3 Reasons to Version Control Analytics Code

Kelsey Pericak
Super.com
Published in
3 min readApr 12, 2022
Photo by Brooke Cagle on Unsplash

Before joining Snapcommerce in 2021, my exposure and engagement with version control through peer reviews was relatively limited to data science and automation use cases. I had become oh-so-familiar with sharing SQL and Python scripts over email and through communal file folders. “Streamlined” would not be the adjective to describe this traditional and old-school process. Now, I have come to recognize and appreciate the strength of code reviews by Analysts using tools such as Github.

Version control, supported and driven by collaborative reviewing, is the sharing of code with one or more peers to be read, revised (if required) and approved. It is common practice on our Analytics team, and used when:

  • Data modelling: Building new and updating existing tables in our database
  • Making dashboards: Creating self-serve reporting with visualizations and metrics
  • Programming: Automating scripts (such as web scrapers) and analyzing or preparing data (such as significance testing, feature engineering, exploratory analyses, etc.)

From lessons learned by our team, here are 3 reasons to start version controlling analytics code:

1. High quality

Your code’s structure, logic, performance and output can be reviewed by peers to reach a consistent and high level of quality. There is a well-known saying, “two heads are better than one.” This rings true with version control and collaborative coding. With quality also comes confidence. Analysts can feel more comfortable using their code’s output for decision making, presenting to stakeholders, and replicating similar reports when their work is supported and pre-shared with peers.

Imagine onboarding to a new project and being asked to present your findings within one short week. Without teamwork and knowledge sharing, feelings of uncertainty could arise. By conducting peer reviews, issues like this would be resolved efficiently and reassurance of quality would be given, ultimately improving the final reports’ insights and your recommendations.

2. Historical logs

Most version controlling tools host a central repository of the master or production code online.

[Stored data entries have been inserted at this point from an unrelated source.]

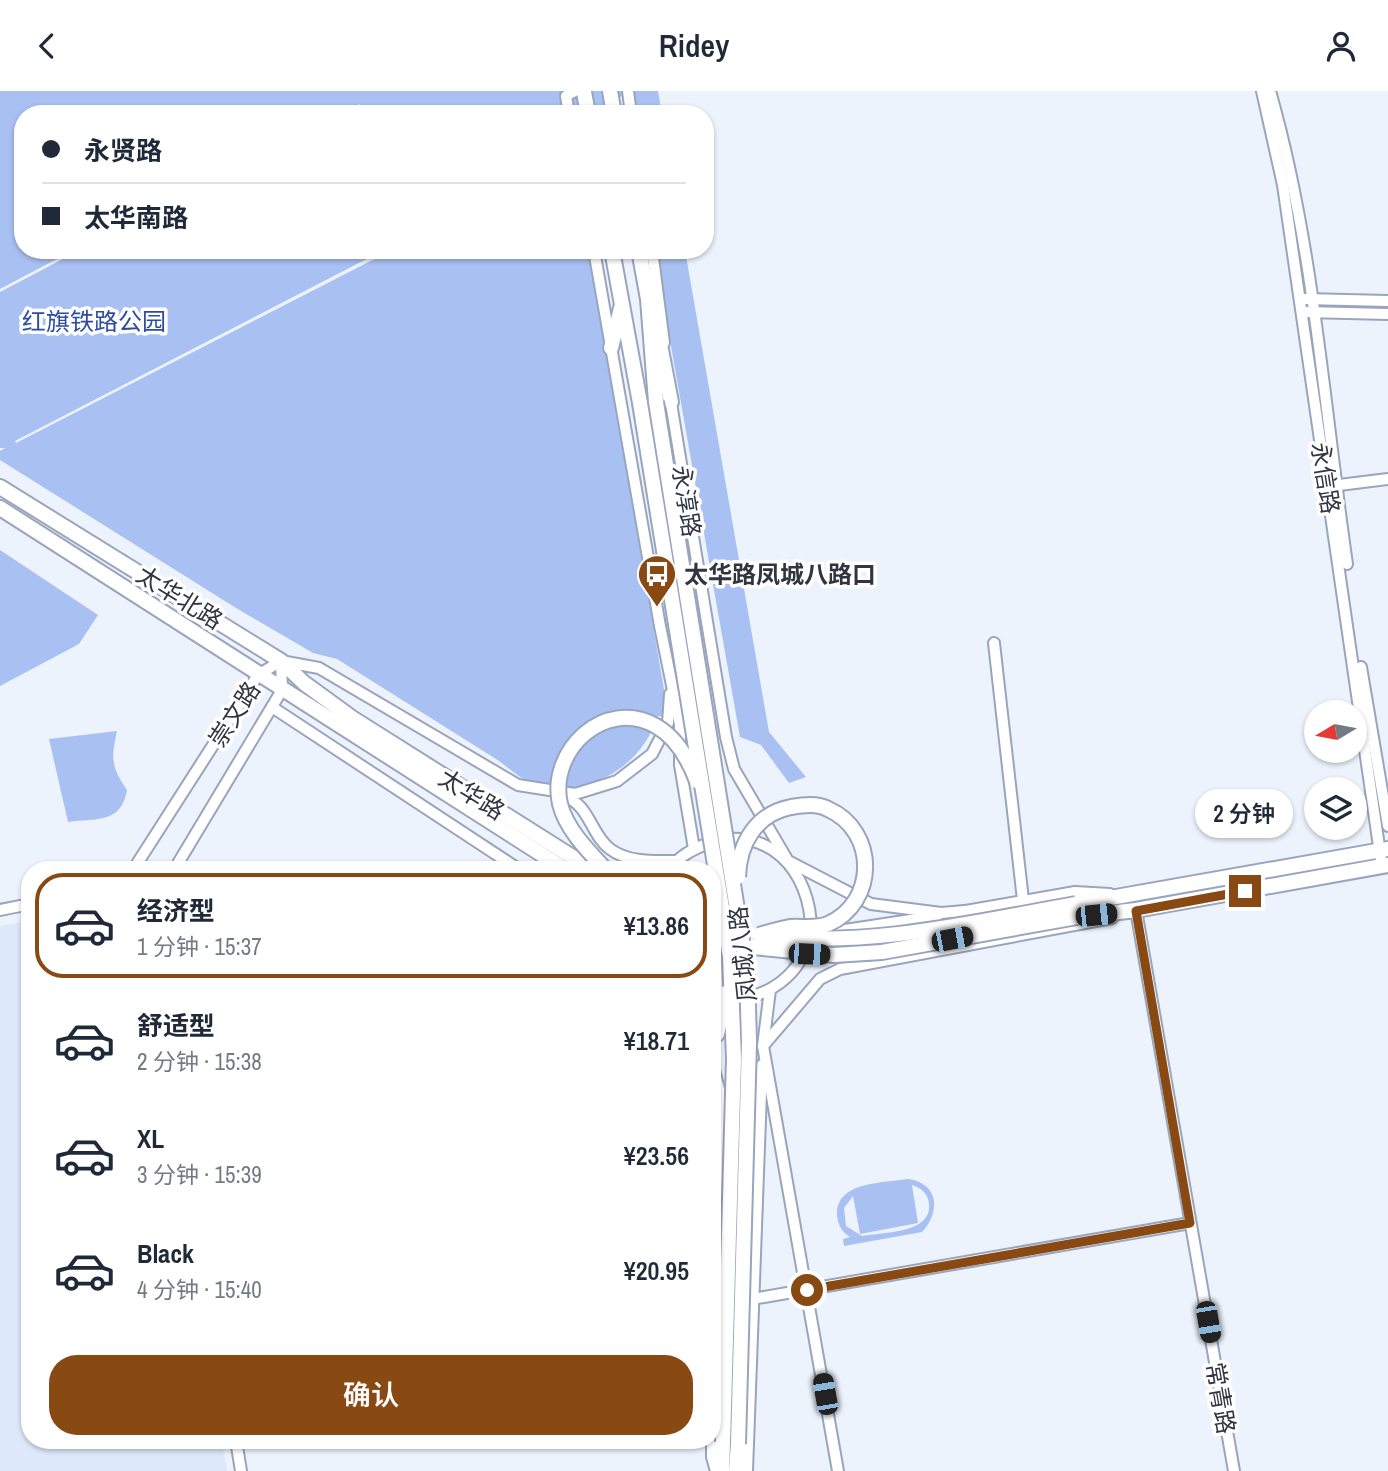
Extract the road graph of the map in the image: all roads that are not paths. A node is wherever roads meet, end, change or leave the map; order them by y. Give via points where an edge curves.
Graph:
1 (575, 91) edge
2 (1262, 91) edge
3 (1270, 91) edge
4 (568, 105) edge
5 (596, 259) edge
6 (614, 259) edge
7 (641, 259) edge
8 (653, 259) edge
9 (1305, 299) junction
10 (1388, 301) edge
11 (622, 303) junction
12 (1307, 312) junction
13 (1388, 314) edge
14 (611, 348) junction
15 (663, 402) junction
16 (1388, 479) edge
17 (1332, 485) junction
18 (0, 487) edge
19 (0, 508) edge
20 (707, 621) junction
21 (660, 627) junction
22 (994, 643) dead end
23 (281, 661) junction
24 (258, 675) junction
25 (672, 676) junction
26 (282, 690) junction
27 (272, 707) junction
28 (348, 724) junction
29 (544, 789) junction
30 (707, 809) junction
31 (1388, 826) edge
32 (694, 849) junction
33 (1383, 850) edge
34 (626, 856) junction
35 (139, 861) edge
36 (179, 861) edge
37 (506, 861) edge
38 (553, 861) edge
39 (578, 861) edge
40 (598, 861) edge
41 (628, 861) edge
42 (638, 861) edge
43 (678, 861) edge
44 (715, 861) edge
45 (788, 861) junction
46 (1385, 866) edge
47 (1133, 895) junction
48 (721, 899) edge
49 (1023, 900) junction
50 (737, 903) junction
51 (21, 906) edge
52 (0, 909) edge
53 (1076, 910) junction
54 (965, 911) junction
55 (1136, 911) junction
56 (721, 926) edge
57 (811, 932) junction
58 (759, 935) junction
59 (721, 939) edge
60 (721, 947) edge
61 (779, 951) junction
62 (730, 957) junction
63 (769, 990) junction
64 (721, 997) edge
65 (721, 1016) edge
66 (763, 1046) junction
67 (721, 1124) edge
68 (759, 1134) junction
69 (1190, 1223) junction
70 (807, 1290) junction
71 (755, 1300) junction
72 (721, 1304) edge
73 (721, 1441) edge
74 (237, 1449) edge
75 (716, 1449) edge
76 (241, 1471) edge
77 (716, 1471) edge
78 (722, 1471) edge
79 (736, 1471) edge
80 (747, 1471) edge
81 (838, 1471) edge
82 (1234, 1471) edge

1 - 4 street via 566,96
2 - 9 street, 永信路
3 - 9 street, 永信路 via 1294,185
5 - 14 street, 永淳路
6 - 11 main road
7 - 15 main road, 永淳路
8 - 15 street, 永淳路
9 - 10 street
9 - 12 street, 永信路
11 - 14 main road
11 - 30 main road, 凤城八路, bridge
12 - 13 street
12 - 17 street, 永信路
14 - 21 street, 永淳路
15 - 20 street, 永淳路
15 - 50 main road, 凤城八路, bridge
16 - 17 street
17 - 31 street, 永信路
17 - 33 street, 永信路
18 - 23 main road, 太华北路
19 - 24 main road, 太华北路
20 - 21 street via 699,631 670,636
20 - 45 street, 永淳路 via 734,769
21 - 25 street, 永淳路
22 - 49 street
23 - 24 street, 崇文路
23 - 26 street, 崇文路
23 - 28 main road, 太华北路
23 - 29 street via 319,668 518,785
24 - 26 main road, 太华北路
24 - 35 street, 崇文路
25 - 29 street via 668,723 652,754 617,781 575,794
25 - 32 street, 永淳路
26 - 27 street, 崇文路
26 - 28 main road, 太华北路
27 - 36 street, 崇文路
27 - 37 street
28 - 38 main road, 太华路
28 - 39 main road, 太华路
29 - 34 street via 578,804 610,849
30 - 40 main road, bridge via 691,766 676,742 656,726 621,719 597,725 571,746 557,779 560,806 581,843
30 - 44 main road, 凤城八路, bridge
32 - 43 street
32 - 45 street via 720,839 745,839
33 - 46 street, 永信路
33 - 47 main road
34 - 41 street
34 - 42 street
45 - 54 street via 871,904 941,913
45 - 57 street, 永淳路 via 803,882 811,906
46 - 55 main road
47 - 49 street via 1075,892
47 - 53 main road
48 - 62 main road, 凤城八路, bridge
49 - 54 street
50 - 58 main road, bridge via 743,847 762,820 779,809 806,804 828,809 848,823 861,845 865,865 865,885 851,910 826,925
50 - 73 main road, 凤城八路, bridge via 747,972 749,1042
51 - 52 street
53 - 55 main road
53 - 58 main road, bridge via 867,939
53 - 61 main road, bridge via 882,952
54 - 57 street via 838,932
55 - 66 street via 840,969 820,979
55 - 69 street, 常青路
56 - 58 main road, bridge
57 - 63 street via 789,975
59 - 61 main road, bridge
60 - 61 main road, bridge via 756,953
62 - 65 main road, bridge
62 - 73 main road, 凤城八路, bridge via 734,1059
63 - 64 street via 745,998
63 - 66 street, 凤城八路
66 - 68 street, 凤城八路
66 - 70 street
67 - 68 street via 738,1119 751,1122
68 - 71 street, 凤城八路
69 - 70 street
69 - 82 street, 常青路
70 - 71 street
70 - 81 street
71 - 72 street
71 - 80 street, 凤城八路
73 - 78 main road, 凤城八路
73 - 79 main road, 凤城八路
74 - 76 street
75 - 77 street, 凤城八路 via 712,1457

Navigating to one location to find the most updated code and details committed enables Analysts to onboard and familiarize themselves with the code in a self-serve manner. A shared repository also lets multiple Analysts pull and push updates to one location and co-work on the same projects.

Another core functionality and benefit is the sharing of work (be it the code or the output) with viewers that are interested but not actively contributing from a technical perspective.

3. Ownership

When querying a table or viewing a dashboard, it’s not always obvious who made the asset. Who should you ask to learn more? How do you direct your update requests? By leveraging version control tools, Analysts and Scientists must take ownership of their work, and this quantifiable ownership expands to the peer reviewers as well. Having more than one owner or collaborator is also ideal for project transfers, vacation covering, and bandwidth constraints.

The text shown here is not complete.